*** Data records Section Begins ***

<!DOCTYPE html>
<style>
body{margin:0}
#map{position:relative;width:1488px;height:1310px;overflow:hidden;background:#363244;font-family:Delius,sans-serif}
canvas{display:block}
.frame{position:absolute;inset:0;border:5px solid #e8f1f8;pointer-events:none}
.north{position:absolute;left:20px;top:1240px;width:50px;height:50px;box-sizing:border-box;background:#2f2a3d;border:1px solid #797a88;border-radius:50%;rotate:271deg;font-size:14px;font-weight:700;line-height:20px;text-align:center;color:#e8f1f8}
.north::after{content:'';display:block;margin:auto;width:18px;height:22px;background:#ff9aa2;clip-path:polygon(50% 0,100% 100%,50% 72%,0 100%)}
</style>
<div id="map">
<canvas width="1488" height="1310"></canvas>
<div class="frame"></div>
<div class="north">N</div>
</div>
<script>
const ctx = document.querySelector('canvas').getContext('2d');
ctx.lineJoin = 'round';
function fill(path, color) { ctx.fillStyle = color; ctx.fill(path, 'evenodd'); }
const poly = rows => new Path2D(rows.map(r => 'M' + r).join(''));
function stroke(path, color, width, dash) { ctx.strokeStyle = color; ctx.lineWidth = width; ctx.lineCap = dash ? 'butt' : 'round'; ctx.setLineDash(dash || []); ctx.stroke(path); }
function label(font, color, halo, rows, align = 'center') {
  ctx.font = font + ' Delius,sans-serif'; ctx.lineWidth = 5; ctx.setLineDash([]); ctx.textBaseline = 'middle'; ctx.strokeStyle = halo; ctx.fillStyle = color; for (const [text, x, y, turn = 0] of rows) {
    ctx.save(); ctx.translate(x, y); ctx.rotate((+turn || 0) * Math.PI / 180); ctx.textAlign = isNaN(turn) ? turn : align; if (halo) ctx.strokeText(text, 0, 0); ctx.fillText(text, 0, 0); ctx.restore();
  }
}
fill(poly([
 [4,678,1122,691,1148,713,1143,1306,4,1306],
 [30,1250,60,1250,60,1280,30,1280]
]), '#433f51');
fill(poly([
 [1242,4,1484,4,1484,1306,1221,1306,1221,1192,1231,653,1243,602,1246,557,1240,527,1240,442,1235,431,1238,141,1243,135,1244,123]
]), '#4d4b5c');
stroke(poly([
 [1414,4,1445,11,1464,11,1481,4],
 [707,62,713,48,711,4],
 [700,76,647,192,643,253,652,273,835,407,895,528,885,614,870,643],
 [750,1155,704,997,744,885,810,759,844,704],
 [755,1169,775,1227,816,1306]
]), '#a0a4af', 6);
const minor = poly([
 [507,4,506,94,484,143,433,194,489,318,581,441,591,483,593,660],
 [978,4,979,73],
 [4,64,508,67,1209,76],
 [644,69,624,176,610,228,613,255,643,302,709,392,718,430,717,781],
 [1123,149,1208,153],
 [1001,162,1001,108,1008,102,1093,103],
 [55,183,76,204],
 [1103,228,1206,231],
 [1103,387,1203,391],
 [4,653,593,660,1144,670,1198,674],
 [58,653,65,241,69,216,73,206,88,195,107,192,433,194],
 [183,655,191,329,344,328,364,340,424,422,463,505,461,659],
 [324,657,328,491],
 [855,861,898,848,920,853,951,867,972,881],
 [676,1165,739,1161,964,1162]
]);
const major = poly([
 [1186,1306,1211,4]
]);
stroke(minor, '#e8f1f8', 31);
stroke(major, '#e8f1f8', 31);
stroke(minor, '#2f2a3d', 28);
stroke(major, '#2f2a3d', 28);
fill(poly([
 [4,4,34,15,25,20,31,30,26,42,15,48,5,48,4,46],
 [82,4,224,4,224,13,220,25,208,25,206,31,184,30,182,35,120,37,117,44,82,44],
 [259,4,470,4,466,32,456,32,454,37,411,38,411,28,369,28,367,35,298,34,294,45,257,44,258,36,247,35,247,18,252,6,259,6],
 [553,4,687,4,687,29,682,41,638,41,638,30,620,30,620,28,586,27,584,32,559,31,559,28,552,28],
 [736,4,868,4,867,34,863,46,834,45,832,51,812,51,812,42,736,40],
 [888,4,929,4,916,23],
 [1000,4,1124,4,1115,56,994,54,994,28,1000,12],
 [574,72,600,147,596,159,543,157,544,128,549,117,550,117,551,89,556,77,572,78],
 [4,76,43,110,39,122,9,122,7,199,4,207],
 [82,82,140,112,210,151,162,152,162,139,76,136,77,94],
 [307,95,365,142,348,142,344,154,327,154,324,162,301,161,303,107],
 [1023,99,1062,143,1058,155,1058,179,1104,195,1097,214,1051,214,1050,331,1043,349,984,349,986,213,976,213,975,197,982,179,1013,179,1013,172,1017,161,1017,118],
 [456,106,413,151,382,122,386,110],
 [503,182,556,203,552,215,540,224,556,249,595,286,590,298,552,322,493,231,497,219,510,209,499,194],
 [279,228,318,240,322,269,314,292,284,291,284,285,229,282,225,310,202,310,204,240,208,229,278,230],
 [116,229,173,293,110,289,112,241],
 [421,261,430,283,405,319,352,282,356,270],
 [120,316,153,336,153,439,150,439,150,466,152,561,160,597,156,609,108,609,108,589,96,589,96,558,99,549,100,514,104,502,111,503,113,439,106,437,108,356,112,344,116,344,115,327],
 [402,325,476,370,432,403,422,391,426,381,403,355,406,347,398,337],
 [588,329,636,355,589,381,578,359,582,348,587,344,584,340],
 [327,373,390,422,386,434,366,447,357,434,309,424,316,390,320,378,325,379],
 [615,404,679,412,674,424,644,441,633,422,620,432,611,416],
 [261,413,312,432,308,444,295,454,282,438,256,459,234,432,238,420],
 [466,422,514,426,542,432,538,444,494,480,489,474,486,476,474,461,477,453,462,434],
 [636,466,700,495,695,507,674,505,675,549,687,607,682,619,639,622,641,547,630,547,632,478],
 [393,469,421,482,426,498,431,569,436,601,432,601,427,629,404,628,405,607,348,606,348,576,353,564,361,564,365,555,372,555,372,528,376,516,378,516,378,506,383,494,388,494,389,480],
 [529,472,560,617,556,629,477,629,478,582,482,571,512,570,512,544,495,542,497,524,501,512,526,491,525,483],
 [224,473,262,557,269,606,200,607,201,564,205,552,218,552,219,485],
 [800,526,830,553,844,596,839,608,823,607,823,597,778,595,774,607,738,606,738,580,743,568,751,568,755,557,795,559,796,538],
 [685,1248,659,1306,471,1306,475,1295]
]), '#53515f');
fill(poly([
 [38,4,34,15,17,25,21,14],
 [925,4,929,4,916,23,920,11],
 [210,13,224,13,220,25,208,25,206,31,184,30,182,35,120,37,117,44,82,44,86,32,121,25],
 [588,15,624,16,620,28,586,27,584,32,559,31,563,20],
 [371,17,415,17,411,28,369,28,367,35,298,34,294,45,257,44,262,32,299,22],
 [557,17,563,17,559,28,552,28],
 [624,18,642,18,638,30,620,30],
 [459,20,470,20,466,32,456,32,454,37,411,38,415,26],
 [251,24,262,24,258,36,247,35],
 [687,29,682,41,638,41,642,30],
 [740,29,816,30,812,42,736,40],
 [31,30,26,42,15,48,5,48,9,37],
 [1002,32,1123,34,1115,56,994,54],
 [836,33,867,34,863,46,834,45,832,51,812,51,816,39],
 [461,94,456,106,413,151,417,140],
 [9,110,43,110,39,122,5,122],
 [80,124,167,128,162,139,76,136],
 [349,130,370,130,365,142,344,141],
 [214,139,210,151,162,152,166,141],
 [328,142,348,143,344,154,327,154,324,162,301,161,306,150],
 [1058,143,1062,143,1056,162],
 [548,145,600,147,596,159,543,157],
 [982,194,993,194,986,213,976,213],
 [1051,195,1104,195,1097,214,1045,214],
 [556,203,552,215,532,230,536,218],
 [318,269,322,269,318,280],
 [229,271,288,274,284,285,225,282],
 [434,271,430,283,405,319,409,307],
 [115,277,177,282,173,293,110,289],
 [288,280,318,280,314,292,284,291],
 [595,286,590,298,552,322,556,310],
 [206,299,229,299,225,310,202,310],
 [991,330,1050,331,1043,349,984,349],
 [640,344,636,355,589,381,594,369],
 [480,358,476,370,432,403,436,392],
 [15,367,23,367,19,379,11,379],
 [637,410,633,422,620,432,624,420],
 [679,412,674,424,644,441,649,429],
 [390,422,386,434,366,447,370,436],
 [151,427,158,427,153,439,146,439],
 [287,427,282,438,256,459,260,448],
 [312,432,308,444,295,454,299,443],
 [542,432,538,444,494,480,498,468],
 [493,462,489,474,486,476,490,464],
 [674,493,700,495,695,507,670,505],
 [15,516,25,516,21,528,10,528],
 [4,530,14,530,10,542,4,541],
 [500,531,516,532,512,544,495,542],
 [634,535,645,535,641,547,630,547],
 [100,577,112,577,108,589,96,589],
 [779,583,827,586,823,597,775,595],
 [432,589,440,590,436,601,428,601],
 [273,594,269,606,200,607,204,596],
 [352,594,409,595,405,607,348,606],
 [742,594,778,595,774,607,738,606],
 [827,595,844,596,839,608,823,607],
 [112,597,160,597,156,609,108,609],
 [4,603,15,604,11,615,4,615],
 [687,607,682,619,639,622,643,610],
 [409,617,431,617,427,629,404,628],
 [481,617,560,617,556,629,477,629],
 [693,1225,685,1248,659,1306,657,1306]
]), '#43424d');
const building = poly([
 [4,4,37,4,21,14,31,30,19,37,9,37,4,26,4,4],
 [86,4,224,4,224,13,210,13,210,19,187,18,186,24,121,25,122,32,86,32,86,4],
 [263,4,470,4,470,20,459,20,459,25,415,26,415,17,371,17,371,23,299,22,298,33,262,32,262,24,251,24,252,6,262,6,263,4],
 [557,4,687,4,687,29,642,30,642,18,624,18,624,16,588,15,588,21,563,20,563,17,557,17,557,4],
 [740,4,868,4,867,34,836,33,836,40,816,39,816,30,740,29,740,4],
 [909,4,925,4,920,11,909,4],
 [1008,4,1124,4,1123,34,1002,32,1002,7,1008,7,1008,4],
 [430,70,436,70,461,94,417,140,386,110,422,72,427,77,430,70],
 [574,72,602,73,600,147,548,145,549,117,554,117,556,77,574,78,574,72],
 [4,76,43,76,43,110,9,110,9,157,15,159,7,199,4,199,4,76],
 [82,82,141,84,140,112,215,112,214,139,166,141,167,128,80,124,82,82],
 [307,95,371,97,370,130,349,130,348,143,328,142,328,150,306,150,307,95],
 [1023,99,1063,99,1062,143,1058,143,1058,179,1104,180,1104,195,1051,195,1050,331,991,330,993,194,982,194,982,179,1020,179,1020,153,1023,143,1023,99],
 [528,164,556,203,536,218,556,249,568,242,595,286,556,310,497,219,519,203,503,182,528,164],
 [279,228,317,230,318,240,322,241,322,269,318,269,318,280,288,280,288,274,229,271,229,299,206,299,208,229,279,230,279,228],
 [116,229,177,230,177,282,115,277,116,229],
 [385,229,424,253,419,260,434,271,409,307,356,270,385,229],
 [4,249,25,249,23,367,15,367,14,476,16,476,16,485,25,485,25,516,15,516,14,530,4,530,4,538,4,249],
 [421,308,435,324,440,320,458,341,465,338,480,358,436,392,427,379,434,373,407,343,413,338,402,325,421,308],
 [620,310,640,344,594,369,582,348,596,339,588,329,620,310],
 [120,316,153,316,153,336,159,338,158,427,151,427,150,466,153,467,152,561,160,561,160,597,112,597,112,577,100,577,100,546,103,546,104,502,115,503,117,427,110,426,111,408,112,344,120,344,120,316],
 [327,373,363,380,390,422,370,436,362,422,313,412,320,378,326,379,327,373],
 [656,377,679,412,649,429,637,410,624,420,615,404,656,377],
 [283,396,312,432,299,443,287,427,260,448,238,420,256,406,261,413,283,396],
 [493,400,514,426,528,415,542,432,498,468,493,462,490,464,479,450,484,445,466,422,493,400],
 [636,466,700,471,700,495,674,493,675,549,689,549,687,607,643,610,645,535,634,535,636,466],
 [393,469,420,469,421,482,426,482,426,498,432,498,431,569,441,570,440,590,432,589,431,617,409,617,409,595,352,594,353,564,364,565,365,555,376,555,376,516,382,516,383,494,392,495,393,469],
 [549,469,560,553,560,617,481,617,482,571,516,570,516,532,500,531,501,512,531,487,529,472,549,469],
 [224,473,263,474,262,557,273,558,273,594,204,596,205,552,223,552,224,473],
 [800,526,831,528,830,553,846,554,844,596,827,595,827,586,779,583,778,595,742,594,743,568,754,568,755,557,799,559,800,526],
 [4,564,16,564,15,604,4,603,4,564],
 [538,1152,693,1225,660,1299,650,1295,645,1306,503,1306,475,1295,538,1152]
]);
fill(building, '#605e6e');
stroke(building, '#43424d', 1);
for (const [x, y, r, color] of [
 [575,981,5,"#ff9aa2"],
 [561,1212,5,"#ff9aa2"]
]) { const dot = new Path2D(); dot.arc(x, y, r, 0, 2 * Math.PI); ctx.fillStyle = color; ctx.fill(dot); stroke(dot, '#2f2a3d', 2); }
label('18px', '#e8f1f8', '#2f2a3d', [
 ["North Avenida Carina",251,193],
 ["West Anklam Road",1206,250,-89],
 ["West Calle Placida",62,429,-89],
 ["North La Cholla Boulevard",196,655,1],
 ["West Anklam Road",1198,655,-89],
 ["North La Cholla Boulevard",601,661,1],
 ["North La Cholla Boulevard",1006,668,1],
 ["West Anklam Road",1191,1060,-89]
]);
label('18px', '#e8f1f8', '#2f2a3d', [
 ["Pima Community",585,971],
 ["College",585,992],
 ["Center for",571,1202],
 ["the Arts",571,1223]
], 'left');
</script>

*** Data records Section Ends ***

◆ **What you will do**
Above are the entries; copy out every line among them that contains the word "turn".

◆ **Expected answer**
  ctx.font = font + ' Delius,sans-serif'; ctx.lineWidth = 5; ctx.setLineDash([]); ctx.textBaseline = 'middle'; ctx.strokeStyle = halo; ctx.fillStyle = color; for (const [text, x, y, turn = 0] of rows) {
    ctx.save(); ctx.translate(x, y); ctx.rotate((+turn || 0) * Math.PI / 180); ctx.textAlign = isNaN(turn) ? turn : align; if (halo) ctx.strokeText(text, 0, 0); ctx.fillText(text, 0, 0); ctx.restore();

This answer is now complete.